(Information given begins)
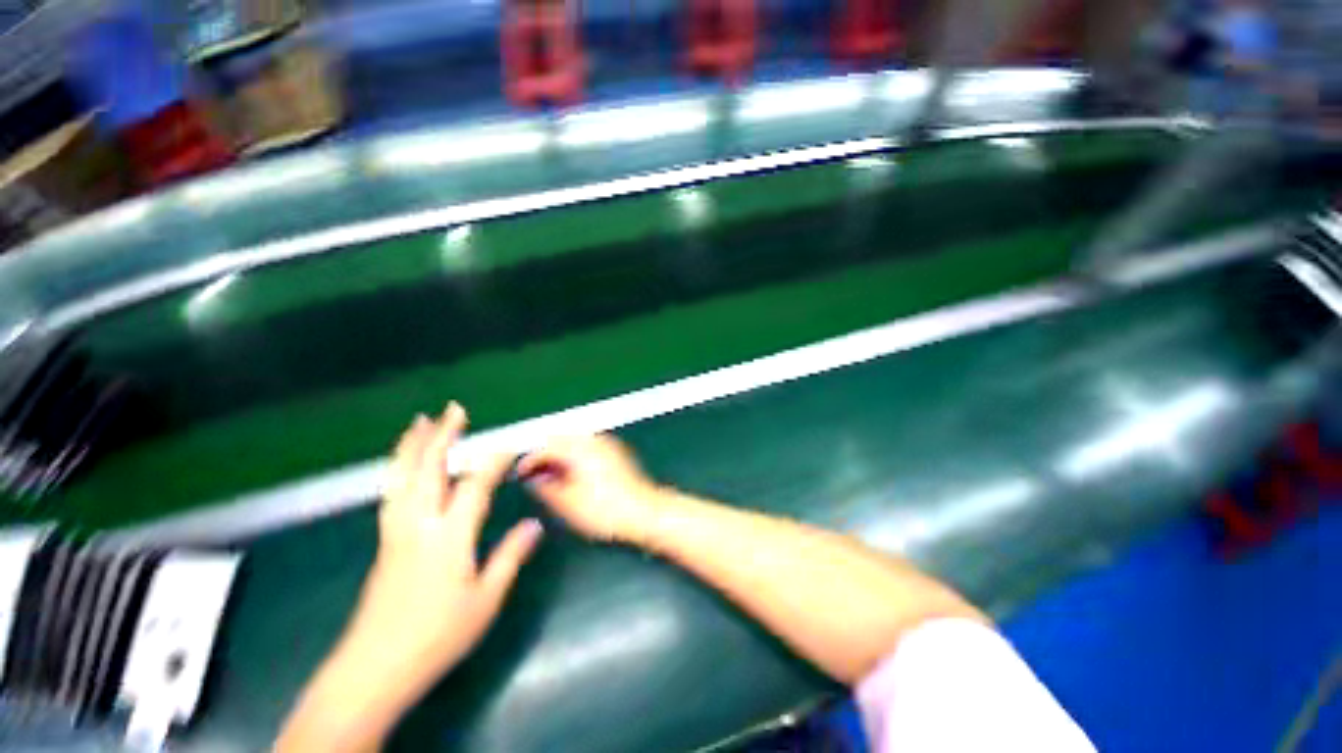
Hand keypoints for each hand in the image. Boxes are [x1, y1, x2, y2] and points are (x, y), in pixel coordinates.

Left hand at [353, 402, 542, 677]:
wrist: (374, 669)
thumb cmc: (437, 636)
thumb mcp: (486, 600)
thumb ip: (510, 556)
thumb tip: (535, 524)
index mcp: (449, 538)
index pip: (475, 486)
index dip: (494, 461)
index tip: (510, 444)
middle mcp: (419, 525)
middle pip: (428, 470)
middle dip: (442, 436)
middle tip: (454, 409)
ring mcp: (396, 532)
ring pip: (401, 478)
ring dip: (413, 446)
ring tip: (420, 423)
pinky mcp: (385, 543)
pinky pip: (391, 493)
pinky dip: (399, 469)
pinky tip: (404, 466)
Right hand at [518, 434, 663, 544]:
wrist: (645, 512)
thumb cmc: (605, 510)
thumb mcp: (568, 504)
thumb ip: (546, 487)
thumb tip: (534, 478)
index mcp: (580, 448)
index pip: (547, 445)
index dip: (530, 459)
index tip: (519, 473)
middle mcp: (594, 440)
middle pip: (562, 439)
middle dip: (546, 455)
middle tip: (534, 475)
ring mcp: (608, 445)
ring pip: (576, 443)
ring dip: (561, 455)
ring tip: (552, 477)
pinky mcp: (617, 453)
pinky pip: (589, 448)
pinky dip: (577, 457)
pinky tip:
(Information given ends)
Gather each line of the records holding the string "hand".

> Exercise output
Hand keypoints for each hand in the image. Boxes are [x1, y1, x2, y2] and points are (x, y), in pixel coordinates.
Left hand at [353, 402, 542, 677]:
Right hand at [518, 434, 663, 544]:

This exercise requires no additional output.